═════ Supplied records ═════

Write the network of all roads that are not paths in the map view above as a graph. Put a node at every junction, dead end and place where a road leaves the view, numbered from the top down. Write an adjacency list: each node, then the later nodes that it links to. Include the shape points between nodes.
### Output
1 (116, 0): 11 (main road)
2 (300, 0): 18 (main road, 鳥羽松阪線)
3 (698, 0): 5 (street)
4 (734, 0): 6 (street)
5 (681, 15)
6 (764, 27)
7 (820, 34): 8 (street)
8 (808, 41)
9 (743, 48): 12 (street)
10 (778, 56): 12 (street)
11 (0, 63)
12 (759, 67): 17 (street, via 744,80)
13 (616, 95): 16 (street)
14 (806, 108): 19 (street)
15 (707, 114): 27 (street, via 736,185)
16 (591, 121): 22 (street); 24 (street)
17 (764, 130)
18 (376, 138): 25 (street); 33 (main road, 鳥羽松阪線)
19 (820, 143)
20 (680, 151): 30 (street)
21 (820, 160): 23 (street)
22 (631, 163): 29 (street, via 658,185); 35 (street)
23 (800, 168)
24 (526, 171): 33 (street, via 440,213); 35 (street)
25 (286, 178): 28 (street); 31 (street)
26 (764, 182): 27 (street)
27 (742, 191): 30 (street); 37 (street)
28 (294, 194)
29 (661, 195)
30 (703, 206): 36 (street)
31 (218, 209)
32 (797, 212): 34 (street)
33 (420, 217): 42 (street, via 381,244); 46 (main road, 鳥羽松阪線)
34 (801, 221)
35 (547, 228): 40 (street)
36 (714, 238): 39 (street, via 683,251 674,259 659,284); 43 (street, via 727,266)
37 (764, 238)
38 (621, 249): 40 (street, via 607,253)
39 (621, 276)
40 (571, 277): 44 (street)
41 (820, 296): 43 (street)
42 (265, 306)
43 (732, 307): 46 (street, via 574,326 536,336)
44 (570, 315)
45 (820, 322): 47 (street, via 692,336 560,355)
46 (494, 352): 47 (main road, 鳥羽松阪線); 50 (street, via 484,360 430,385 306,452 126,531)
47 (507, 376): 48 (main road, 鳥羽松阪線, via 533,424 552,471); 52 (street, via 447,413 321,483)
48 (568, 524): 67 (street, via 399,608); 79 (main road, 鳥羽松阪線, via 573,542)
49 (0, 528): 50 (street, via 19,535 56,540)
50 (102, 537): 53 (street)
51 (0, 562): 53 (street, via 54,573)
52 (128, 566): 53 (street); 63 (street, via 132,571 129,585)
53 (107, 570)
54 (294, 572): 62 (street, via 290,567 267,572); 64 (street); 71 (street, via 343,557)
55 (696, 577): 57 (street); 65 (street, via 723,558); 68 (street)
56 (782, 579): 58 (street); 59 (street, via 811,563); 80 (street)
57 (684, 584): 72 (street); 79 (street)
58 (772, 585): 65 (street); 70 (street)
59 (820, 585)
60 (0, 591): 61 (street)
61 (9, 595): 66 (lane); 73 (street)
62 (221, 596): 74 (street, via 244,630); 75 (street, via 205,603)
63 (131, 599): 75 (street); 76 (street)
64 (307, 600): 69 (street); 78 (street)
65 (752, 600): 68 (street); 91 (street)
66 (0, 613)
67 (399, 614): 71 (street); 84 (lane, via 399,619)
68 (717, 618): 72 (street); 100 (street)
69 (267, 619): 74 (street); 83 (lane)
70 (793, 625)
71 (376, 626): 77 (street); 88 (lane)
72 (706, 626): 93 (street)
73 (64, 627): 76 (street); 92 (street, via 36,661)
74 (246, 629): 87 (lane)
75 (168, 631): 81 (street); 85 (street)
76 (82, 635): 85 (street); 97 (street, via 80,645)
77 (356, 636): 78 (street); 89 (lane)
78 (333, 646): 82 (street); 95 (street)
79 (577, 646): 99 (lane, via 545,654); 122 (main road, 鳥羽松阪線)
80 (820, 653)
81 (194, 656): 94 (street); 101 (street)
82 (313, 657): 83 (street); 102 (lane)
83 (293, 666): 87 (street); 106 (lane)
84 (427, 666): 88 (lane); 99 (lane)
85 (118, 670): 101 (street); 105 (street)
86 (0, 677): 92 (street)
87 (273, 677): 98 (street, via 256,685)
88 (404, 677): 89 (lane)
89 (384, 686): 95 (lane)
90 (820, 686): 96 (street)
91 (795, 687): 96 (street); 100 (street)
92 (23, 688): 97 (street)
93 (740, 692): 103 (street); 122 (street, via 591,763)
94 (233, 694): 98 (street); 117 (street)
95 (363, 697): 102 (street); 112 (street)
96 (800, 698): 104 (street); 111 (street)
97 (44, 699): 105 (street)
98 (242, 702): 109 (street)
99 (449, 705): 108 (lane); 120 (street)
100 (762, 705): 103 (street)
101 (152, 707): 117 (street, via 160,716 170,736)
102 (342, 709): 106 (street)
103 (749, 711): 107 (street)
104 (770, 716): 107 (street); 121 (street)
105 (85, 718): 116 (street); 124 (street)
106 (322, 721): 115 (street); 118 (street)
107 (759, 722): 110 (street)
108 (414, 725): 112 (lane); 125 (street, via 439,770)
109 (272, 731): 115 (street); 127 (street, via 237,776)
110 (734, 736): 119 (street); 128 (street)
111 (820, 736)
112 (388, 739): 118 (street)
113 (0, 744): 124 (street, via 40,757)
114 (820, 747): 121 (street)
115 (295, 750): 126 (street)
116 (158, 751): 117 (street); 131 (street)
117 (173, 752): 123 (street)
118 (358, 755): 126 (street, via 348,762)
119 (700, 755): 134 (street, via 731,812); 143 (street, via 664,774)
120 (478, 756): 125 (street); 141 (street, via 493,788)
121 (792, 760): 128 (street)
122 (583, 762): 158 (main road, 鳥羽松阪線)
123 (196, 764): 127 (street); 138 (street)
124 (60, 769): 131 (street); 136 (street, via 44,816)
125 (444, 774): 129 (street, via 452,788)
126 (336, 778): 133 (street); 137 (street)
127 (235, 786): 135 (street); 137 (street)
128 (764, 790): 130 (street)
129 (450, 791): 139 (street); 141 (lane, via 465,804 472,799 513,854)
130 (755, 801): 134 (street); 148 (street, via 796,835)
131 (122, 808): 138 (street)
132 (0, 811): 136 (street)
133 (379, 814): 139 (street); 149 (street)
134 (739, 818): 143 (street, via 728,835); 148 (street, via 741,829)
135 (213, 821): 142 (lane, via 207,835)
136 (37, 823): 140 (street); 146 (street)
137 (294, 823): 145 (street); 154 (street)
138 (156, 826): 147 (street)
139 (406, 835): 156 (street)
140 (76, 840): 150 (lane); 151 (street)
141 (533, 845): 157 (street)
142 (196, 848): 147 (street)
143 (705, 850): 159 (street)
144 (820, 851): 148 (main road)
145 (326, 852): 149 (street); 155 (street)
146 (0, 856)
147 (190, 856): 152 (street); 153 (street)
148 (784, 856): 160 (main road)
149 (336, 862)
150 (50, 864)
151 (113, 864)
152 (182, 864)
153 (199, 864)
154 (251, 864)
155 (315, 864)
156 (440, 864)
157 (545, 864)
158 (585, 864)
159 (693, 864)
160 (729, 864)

═════
═════ Supplied records ═════

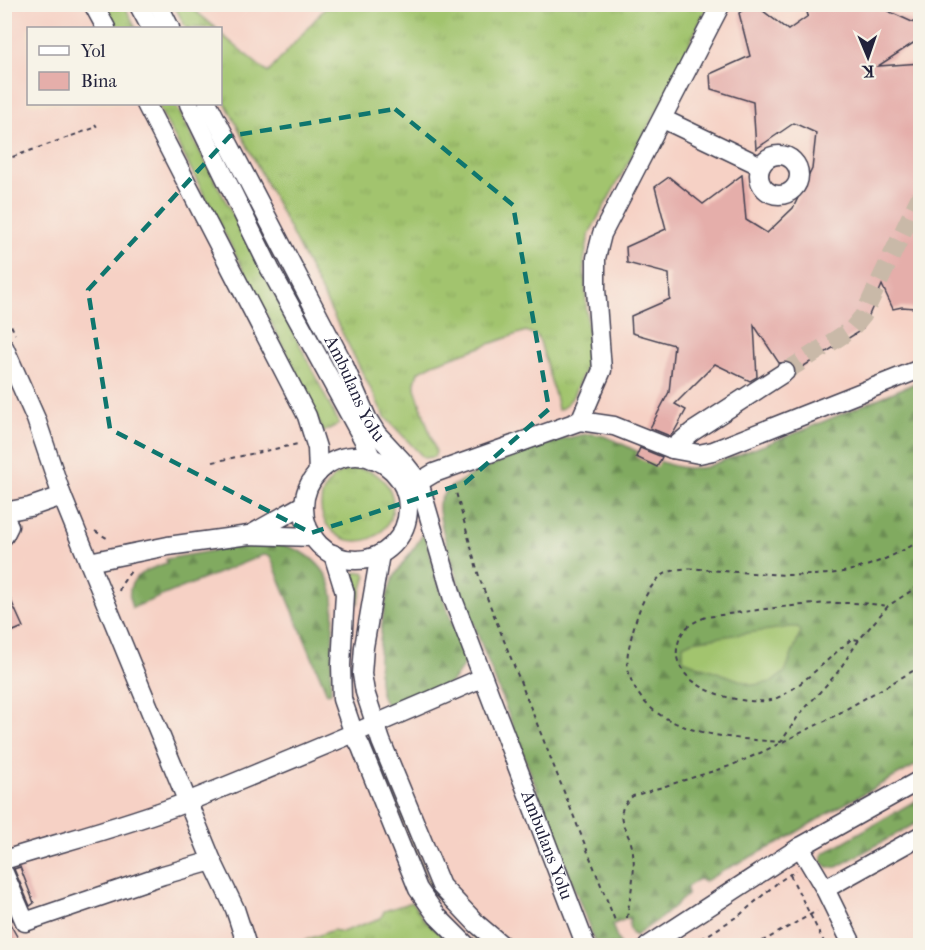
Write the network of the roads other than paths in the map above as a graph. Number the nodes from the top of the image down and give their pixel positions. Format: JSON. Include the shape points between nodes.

═════

Task item —
Report how many lines in the listing above have the string "nodes" in them; write the number only.

Answer below —
2